#### Task statement
A word-for-word transcription of the whole listing is required.

#### Dataset content
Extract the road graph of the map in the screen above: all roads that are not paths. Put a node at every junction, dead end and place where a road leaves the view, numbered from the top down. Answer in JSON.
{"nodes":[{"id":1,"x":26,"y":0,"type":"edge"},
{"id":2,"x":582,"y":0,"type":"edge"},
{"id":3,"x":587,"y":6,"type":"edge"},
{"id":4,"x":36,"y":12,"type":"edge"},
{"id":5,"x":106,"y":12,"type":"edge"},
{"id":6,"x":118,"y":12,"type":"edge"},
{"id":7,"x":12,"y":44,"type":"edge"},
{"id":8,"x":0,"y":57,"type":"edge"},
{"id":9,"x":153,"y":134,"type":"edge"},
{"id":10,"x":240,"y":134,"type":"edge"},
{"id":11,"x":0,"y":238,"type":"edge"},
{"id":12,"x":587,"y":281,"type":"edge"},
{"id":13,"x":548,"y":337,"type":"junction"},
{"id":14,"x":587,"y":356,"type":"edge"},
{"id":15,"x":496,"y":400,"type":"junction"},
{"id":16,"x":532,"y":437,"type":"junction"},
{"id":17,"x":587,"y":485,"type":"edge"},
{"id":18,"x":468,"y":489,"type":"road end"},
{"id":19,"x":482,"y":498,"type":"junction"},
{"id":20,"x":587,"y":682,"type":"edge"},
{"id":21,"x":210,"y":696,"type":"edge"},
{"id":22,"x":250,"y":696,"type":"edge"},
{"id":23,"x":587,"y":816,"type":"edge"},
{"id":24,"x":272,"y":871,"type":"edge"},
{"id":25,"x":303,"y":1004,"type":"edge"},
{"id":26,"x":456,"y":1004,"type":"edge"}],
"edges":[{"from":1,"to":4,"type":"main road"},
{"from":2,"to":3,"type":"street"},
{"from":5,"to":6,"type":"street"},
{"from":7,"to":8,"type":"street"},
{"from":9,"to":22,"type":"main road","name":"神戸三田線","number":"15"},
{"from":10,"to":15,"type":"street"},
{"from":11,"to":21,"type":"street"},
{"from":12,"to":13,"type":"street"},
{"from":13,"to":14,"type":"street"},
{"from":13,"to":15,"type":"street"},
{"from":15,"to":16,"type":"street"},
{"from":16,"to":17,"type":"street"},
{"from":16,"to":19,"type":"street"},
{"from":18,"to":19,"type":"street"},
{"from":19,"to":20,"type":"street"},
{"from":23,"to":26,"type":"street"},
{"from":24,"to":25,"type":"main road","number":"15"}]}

#### Answer space
Extract the road graph of the map in the screen above: all roads that are not paths. Put a node at every junction, dead end and place where a road leaves the view, numbered from the top down. Answer in JSON.
{"nodes":[{"id":1,"x":26,"y":0,"type":"edge"},
{"id":2,"x":582,"y":0,"type":"edge"},
{"id":3,"x":587,"y":6,"type":"edge"},
{"id":4,"x":36,"y":12,"type":"edge"},
{"id":5,"x":106,"y":12,"type":"edge"},
{"id":6,"x":118,"y":12,"type":"edge"},
{"id":7,"x":12,"y":44,"type":"edge"},
{"id":8,"x":0,"y":57,"type":"edge"},
{"id":9,"x":153,"y":134,"type":"edge"},
{"id":10,"x":240,"y":134,"type":"edge"},
{"id":11,"x":0,"y":238,"type":"edge"},
{"id":12,"x":587,"y":281,"type":"edge"},
{"id":13,"x":548,"y":337,"type":"junction"},
{"id":14,"x":587,"y":356,"type":"edge"},
{"id":15,"x":496,"y":400,"type":"junction"},
{"id":16,"x":532,"y":437,"type":"junction"},
{"id":17,"x":587,"y":485,"type":"edge"},
{"id":18,"x":468,"y":489,"type":"road end"},
{"id":19,"x":482,"y":498,"type":"junction"},
{"id":20,"x":587,"y":682,"type":"edge"},
{"id":21,"x":210,"y":696,"type":"edge"},
{"id":22,"x":250,"y":696,"type":"edge"},
{"id":23,"x":587,"y":816,"type":"edge"},
{"id":24,"x":272,"y":871,"type":"edge"},
{"id":25,"x":303,"y":1004,"type":"edge"},
{"id":26,"x":456,"y":1004,"type":"edge"}],
"edges":[{"from":1,"to":4,"type":"main road"},
{"from":2,"to":3,"type":"street"},
{"from":5,"to":6,"type":"street"},
{"from":7,"to":8,"type":"street"},
{"from":9,"to":22,"type":"main road","name":"神戸三田線","number":"15"},
{"from":10,"to":15,"type":"street"},
{"from":11,"to":21,"type":"street"},
{"from":12,"to":13,"type":"street"},
{"from":13,"to":14,"type":"street"},
{"from":13,"to":15,"type":"street"},
{"from":15,"to":16,"type":"street"},
{"from":16,"to":17,"type":"street"},
{"from":16,"to":19,"type":"street"},
{"from":18,"to":19,"type":"street"},
{"from":19,"to":20,"type":"street"},
{"from":23,"to":26,"type":"street"},
{"from":24,"to":25,"type":"main road","number":"15"}]}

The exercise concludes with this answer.